■ **WORK INSTRUCTION**:
Filter the records below for the word "Expressway". Copy each line that holds it.

*** Begin section ***

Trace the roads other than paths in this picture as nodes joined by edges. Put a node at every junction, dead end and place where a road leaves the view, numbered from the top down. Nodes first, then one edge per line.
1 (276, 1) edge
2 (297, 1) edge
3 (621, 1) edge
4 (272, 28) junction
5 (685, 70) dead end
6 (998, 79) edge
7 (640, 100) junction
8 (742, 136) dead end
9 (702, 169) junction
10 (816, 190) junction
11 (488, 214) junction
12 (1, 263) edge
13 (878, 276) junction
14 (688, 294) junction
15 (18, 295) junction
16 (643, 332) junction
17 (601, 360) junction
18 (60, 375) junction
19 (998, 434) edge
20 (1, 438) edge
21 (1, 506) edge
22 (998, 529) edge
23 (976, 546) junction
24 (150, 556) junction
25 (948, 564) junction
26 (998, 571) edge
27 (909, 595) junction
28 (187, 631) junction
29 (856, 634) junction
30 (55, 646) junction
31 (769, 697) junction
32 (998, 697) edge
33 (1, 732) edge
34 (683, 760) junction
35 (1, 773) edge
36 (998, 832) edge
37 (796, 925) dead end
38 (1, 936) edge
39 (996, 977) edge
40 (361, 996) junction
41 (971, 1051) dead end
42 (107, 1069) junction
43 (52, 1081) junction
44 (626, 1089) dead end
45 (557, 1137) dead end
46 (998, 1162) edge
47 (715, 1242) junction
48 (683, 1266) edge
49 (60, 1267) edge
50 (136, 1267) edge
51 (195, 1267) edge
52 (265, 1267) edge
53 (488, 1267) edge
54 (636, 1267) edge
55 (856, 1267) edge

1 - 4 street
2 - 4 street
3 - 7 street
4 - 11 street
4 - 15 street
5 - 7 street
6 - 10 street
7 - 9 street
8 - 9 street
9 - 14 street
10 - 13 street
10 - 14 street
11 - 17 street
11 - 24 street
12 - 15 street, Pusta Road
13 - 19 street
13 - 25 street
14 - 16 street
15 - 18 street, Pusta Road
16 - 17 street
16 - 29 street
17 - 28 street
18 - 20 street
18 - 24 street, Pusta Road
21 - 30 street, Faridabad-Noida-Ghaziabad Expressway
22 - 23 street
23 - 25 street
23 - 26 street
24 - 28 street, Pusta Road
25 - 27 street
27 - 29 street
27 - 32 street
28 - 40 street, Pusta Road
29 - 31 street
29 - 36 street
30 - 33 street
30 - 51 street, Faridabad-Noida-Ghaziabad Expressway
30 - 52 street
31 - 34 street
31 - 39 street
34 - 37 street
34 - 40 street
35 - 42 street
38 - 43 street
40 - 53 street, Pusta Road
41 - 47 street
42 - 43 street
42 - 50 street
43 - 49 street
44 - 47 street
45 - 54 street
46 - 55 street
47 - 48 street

*** End section ***

■ **TASK SOLUTION**:
21 - 30 street, Faridabad-Noida-Ghaziabad Expressway
30 - 51 street, Faridabad-Noida-Ghaziabad Expressway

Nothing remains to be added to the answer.